» **Exercise**
Would you print exactly the lines that begin the listing and continue through the line holding "2px #a9a9a9) drop-shadow(0"? No pictures, please.

» **Provided information**
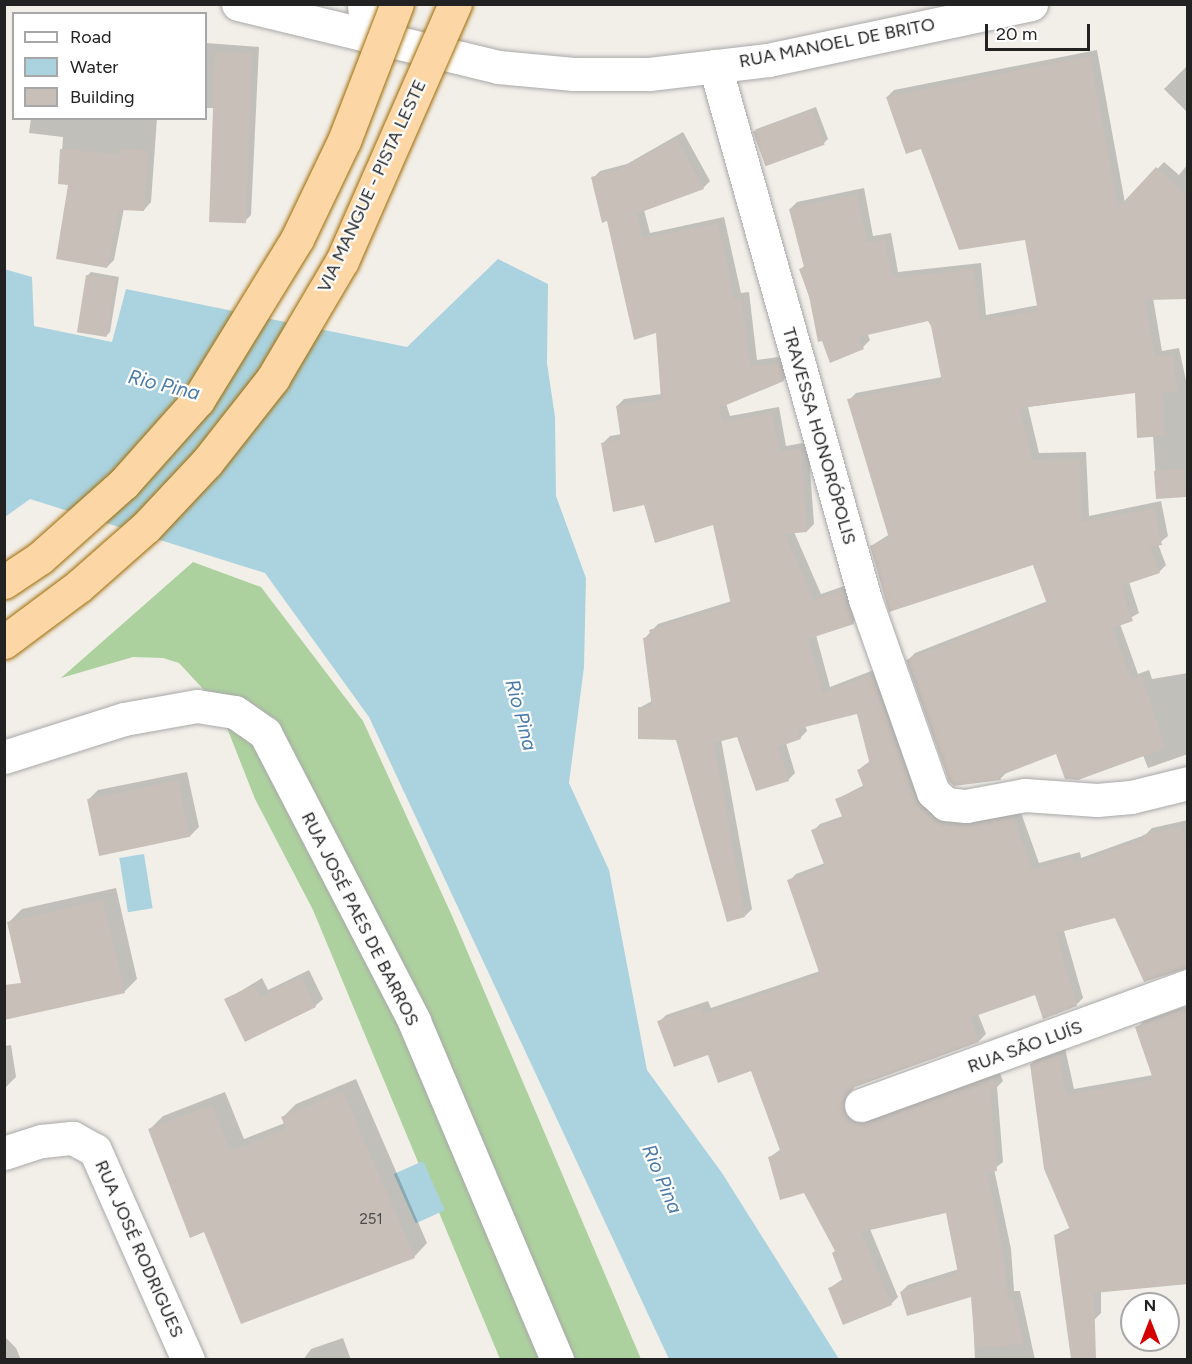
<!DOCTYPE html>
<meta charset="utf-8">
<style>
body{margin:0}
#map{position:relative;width:1192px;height:1364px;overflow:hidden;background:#f2efe9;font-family:Figtree,sans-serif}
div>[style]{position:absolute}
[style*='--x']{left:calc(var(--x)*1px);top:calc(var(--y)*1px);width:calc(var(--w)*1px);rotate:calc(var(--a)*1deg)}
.forest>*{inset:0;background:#add19e}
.water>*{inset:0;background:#aad3df;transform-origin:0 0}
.shadow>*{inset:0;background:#0003}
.building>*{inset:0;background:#c7bfb8;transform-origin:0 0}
.roads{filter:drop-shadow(0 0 2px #a9a9a9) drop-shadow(0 0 2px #a9a9a9)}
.minor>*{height:33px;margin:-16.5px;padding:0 16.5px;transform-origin:16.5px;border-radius:16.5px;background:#fff}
.tertiary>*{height:33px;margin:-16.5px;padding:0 16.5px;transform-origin:16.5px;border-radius:16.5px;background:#fff}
.bridges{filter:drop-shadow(0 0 2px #a06b00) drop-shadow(0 0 2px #a06b00)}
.primary-bridge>*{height:33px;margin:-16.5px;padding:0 16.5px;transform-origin:16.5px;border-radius:16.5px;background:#fcd6a4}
span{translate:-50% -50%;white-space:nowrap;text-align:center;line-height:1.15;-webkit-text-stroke:4.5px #fff;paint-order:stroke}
.number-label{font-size:15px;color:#4b4948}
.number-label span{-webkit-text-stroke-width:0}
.street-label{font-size:18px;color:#222}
.water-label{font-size:20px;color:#4a7aab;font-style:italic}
.frame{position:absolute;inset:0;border:6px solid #222;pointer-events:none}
.legend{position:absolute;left:12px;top:12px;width:195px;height:108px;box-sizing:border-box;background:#fff;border:2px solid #a7a7a7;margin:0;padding:8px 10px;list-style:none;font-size:18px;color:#222}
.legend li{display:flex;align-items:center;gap:12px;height:30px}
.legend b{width:30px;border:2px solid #a7a7a7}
.north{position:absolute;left:1120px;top:1292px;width:60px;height:60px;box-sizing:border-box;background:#fff;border:2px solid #a7a7a7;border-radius:50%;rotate:0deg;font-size:16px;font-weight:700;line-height:24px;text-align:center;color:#222}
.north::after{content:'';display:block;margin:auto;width:21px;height:27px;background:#d40000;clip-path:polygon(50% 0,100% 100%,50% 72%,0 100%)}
.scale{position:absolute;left:985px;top:24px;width:105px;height:27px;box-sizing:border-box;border:3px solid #222;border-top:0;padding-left:8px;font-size:18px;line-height:21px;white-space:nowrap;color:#222;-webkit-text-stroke:4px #fff;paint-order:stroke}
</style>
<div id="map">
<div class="forest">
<div style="clip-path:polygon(193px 562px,261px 587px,363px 721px,453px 918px,641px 1359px,500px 1359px,313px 910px,255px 799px,218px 705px,179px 663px,163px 658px,133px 657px,61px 678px)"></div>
</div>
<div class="water">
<div style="clip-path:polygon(498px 259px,548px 284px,547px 363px,555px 417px,556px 496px,586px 578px,584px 667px,569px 783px,609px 870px,647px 1070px,722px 1173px,839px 1359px,669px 1359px,369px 717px,265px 573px,30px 499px,5px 517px,4px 269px,32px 277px,34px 326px,112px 342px,126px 289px,407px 347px)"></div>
<div style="left:144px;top:854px;width:55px;height:25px;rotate:81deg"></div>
<div style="left:423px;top:1161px;width:54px;height:32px;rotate:66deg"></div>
</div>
<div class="shadow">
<div style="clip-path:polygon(206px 43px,259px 47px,251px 215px,244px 222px,214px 108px,206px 108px)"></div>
<div style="clip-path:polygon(1097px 50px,1125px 203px,1164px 162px,1179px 175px,1188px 164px,1188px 298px,1153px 298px,1162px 351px,1179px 348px,1188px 390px,1188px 496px,1157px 497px,1153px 435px,1136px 391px,1028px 407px,1039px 453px,1086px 452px,1089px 516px,1161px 501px,1168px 536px,1158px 544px,1166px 565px,1159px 572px,1129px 582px,1139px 613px,1120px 624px,1138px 674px,1149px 670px,1152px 679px,1188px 673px,1188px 754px,1148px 768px,1143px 755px,1057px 752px,1007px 772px,1000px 779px,908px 660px,915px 653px,1048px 601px,1034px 563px,871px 546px,890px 534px,849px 400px,856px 393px,942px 377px,932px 325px,929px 319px,867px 333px,870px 340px,863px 347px,831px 361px,800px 270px,805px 265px,790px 209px,797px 202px,864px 188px,873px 236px,891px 233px,898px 272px,981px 263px,986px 315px,1039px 305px,1026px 239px,921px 148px,887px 97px,894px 90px)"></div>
<div style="clip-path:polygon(1188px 65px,1188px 113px,1164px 89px)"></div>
<div style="clip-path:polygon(816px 107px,828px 139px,824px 143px,754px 130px)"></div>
<div style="clip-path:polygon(31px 118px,157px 118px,151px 202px,144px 210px,124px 208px,114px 260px,107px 267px,70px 183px,60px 182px,63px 137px,29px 133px)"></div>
<div style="clip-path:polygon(683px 132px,710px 181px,703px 188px,644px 210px,650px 233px,724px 217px,741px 293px,749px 292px,757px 360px,786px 356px,791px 373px,783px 380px,726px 403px,730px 416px,779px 407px,786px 446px,808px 442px,814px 524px,807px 531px,794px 532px,821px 594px,850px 584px,860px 615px,853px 622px,816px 635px,830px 687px,879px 668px,927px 798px,1020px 810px,1039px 863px,1080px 852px,1081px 858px,1145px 835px,1152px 828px,1188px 820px,1188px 968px,1116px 916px,1064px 931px,1083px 998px,1076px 1005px,1036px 993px,978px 1014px,986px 1034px,979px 1041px,855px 1086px,849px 1093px,855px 1112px,999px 1071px,1003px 1081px,997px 1087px,1003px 1162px,994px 1169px,1011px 1249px,1014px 1291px,1020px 1291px,1035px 1360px,975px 1360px,972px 1295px,901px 1292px,908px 1285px,959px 1269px,947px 1211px,870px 1229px,898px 1297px,891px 1304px,830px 1288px,844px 1278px,837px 1250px,805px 1191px,770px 1157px,781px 1149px,752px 1070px,709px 1053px,659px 1022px,666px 1015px,708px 1001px,711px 1008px,820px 971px,789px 881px,796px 874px,825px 863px,813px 831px,820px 824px,843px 816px,837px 799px,864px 785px,858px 770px,870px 761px,859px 712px,805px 725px,807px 731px,800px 738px,786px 743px,795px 773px,788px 780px,738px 735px,721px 739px,752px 909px,745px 916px,677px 738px,639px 708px,652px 701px,644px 639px,658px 624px,732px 601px,714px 523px,645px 503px,614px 510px,603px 443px,610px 436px,622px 434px,617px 406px,624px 399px,662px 394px,658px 331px,593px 178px,600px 171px,627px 164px)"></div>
<div style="clip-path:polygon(91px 272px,119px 277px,110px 332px,106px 336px,87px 276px)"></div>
<div style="clip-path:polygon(187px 772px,199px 827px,190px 836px,89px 799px,98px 790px)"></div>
<div style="clip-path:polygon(116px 888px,137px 979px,124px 992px,9px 922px,22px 909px)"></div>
<div style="clip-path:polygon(309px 970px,323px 999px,315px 1006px,226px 1000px,262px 978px,268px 990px)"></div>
<div style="clip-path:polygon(1184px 1007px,1188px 1018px,1101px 1290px,1101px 1313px,1094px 1320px,1055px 1235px,1071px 1227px,1031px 1064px,1039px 1057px,1065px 1048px,1074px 1089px,1153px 1075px,1137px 1028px,1144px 1021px)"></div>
<div style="clip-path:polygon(11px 1045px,16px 1077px,4px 1089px,4px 1046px)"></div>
<div style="clip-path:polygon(356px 1079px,427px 1243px,414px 1257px,205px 1230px,150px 1129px,163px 1116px,225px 1092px,244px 1139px,285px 1123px,283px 1117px,296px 1104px)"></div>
<div style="clip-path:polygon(4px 1336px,16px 1348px,21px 1360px,4px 1360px)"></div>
<div style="clip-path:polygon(343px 1338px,351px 1360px,303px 1360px,311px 1349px)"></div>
</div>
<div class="building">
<div style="left:215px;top:52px;width:37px;height:170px;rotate:2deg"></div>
<div style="clip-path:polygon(1090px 56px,1118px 208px,1156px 167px,1188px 197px,1188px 299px,1145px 300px,1155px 357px,1173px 354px,1178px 391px,1163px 393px,1165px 436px,1137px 438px,1135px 393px,1020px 408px,1032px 460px,1080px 459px,1082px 522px,1154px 508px,1162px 545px,1150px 547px,1160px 573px,1121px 586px,1133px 621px,1113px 628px,1131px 680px,1142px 676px,1166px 748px,1078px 780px,1065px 779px,1056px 754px,999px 776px,1001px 780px,954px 786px,949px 781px,906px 660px,1047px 604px,1033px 565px,889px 612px,870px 546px,889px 538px,847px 399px,942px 382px,931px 326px,928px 321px,859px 337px,864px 349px,830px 363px,822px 341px,818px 342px,809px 296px,799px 269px,804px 267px,789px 209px,857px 194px,867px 242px,885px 239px,892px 278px,974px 269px,979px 321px,1038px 311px,1025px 240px,959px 250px,921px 149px,906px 154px,886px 97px)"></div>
<div style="left:812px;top:110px;width:37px;height:63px;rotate:70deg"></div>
<div style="clip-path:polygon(676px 138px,704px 189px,636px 214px,643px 239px,718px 223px,734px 299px,742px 298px,750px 367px,779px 363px,784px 381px,719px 408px,723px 422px,772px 413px,780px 452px,801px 448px,807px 532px,785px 534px,814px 600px,843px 590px,854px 624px,808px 639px,823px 693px,871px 674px,920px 805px,944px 823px,969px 824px,1013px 816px,1032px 869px,1073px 858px,1074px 864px,1144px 839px,1143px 835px,1181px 826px,1188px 851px,1188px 968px,1144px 982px,1115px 918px,1056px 933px,1077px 1006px,1043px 1019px,1035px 995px,970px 1018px,979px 1042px,855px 1087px,843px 1101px,849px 1119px,867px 1123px,992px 1077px,997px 1089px,990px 1090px,997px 1171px,987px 1171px,1004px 1257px,1008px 1298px,1013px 1298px,1024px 1344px,975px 1348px,971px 1297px,907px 1316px,900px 1292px,958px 1273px,946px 1213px,861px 1232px,892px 1305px,843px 1325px,828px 1288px,843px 1282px,832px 1253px,835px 1251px,804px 1193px,780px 1200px,768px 1157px,781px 1153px,751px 1071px,718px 1083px,708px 1055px,674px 1067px,657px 1021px,701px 1007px,704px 1014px,820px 975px,787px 880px,825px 867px,811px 830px,843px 819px,835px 799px,864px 788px,857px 770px,870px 765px,857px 714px,797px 729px,801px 739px,778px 747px,789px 781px,756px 791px,737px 737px,714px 743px,745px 917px,727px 922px,676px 740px,638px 739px,638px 707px,652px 708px,643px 638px,651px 637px,649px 630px,731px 605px,713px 525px,655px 543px,644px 505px,613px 512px,601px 443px,621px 439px,616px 406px,661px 400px,656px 333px,634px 340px,607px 221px,602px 223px,591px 177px,618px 170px)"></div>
<div style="clip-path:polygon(60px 149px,119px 154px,119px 149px,148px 151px,144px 211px,119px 210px,107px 268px,56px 259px,68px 185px,58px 184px)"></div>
<div style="left:86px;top:275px;width:30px;height:58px;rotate:9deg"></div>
<div style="left:1184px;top:469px;width:28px;height:30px;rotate:86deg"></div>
<div style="left:178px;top:780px;width:58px;height:93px;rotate:78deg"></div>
<div style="clip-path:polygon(103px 900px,125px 993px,4px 1020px,4px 985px,21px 983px,7px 922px)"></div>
<div style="clip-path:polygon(301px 977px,316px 1007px,245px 1042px,224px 999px,254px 985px,260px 997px)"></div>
<div style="clip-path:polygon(1188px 1006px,1188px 1284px,1094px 1293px,1096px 1359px,1071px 1359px,1054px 1235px,1071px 1232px,1044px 1169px,1030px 1064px,1058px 1054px,1067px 1095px,1153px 1079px,1135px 1027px)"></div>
<div style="clip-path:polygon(343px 1091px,415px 1258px,241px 1324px,204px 1232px,190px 1238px,148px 1129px,212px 1105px,230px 1151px,286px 1129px,281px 1117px)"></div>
</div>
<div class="roads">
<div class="minor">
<div style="--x:364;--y:4;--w:32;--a:85"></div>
<div style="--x:715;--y:66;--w:554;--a:74.28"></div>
<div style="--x:865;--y:599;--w:205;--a:70.6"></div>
<div style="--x:933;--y:792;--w:18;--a:43"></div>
<div style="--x:946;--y:804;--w:20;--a:6"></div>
<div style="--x:966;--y:806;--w:60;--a:-10.6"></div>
<div style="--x:1025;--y:795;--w:72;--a:4"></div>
<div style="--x:1097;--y:800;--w:34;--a:-5"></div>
<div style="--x:1131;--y:797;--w:59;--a:-13.8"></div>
<div style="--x:4;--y:757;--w:126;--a:-17.6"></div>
<div style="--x:124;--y:719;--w:74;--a:-10.1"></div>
<div style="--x:197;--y:706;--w:38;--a:9"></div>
<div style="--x:235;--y:712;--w:37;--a:35"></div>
<div style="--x:265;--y:733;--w:324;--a:62.6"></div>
<div style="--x:414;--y:1021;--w:368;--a:67.1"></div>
<div style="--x:861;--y:1105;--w:348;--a:-20"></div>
<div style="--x:4;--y:1153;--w:40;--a:-18"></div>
<div style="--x:42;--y:1141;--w:31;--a:-6"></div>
<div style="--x:73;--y:1138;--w:25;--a:29"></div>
<div style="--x:95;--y:1150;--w:230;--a:66.1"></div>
</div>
<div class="tertiary">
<div style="--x:238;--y:4;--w:268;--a:13.6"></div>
<div style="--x:498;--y:67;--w:76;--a:5.3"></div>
<div style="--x:574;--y:74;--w:75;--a:0"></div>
<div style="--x:649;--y:74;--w:120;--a:-6.7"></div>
<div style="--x:768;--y:60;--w:269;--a:-12"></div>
</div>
</div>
<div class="bridges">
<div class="primary-bridge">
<div style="--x:4;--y:582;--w:43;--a:-33.7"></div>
<div style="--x:40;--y:558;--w:113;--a:-41.8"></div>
<div style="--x:124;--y:483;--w:111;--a:-48.3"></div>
<div style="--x:198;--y:400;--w:189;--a:-58.4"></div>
<div style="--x:297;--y:239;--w:109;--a:-64.4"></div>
<div style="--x:344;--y:141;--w:147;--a:-68.9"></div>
<div style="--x:4;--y:642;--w:94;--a:-36.7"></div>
<div style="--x:79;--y:586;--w:89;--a:-41.4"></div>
<div style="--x:146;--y:527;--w:89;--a:-46.8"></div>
<div style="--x:207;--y:462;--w:107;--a:-51.8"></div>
<div style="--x:273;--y:378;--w:136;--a:-59.5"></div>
<div style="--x:342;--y:261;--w:281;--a:-66.3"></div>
</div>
</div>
<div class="number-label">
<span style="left:371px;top:1220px">251</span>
</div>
<div class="street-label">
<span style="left:837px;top:43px;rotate:-11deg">RUA MANOEL DE BRITO</span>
<span style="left:372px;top:186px;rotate:-65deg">VIA MANGUE - PISTA LESTE</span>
<span style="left:819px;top:436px;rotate:74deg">TRAVESSA HONORÓPOLIS</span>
<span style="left:360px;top:919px;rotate:63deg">RUA JOSÉ PAES DE BARROS</span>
<span style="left:1025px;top:1047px;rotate:-20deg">RUA SÃO LUÍS</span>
<span style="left:139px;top:1249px;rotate:66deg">RUA JOSÉ RODRIGUES</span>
</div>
<div class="water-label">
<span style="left:164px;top:385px;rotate:14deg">Rio Pina</span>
<span style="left:521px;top:715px;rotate:75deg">Rio Pina</span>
<span style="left:662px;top:1179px;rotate:67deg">Rio Pina</span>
</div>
<div class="frame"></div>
<ul class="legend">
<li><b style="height:8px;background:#fff"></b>Road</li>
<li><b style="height:16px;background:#aad3df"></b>Water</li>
<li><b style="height:16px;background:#c7bfb8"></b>Building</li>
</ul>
<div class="north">N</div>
<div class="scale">20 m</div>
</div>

» **Answer for the task**
<!DOCTYPE html>
<meta charset="utf-8">
<style>
body{margin:0}
#map{position:relative;width:1192px;height:1364px;overflow:hidden;background:#f2efe9;font-family:Figtree,sans-serif}
div>[style]{position:absolute}
[style*='--x']{left:calc(var(--x)*1px);top:calc(var(--y)*1px);width:calc(var(--w)*1px);rotate:calc(var(--a)*1deg)}
.forest>*{inset:0;background:#add19e}
.water>*{inset:0;background:#aad3df;transform-origin:0 0}
.shadow>*{inset:0;background:#0003}
.building>*{inset:0;background:#c7bfb8;transform-origin:0 0}
.roads{filter:drop-shadow(0 0 2px #a9a9a9) drop-shadow(0 0 2px #a9a9a9)}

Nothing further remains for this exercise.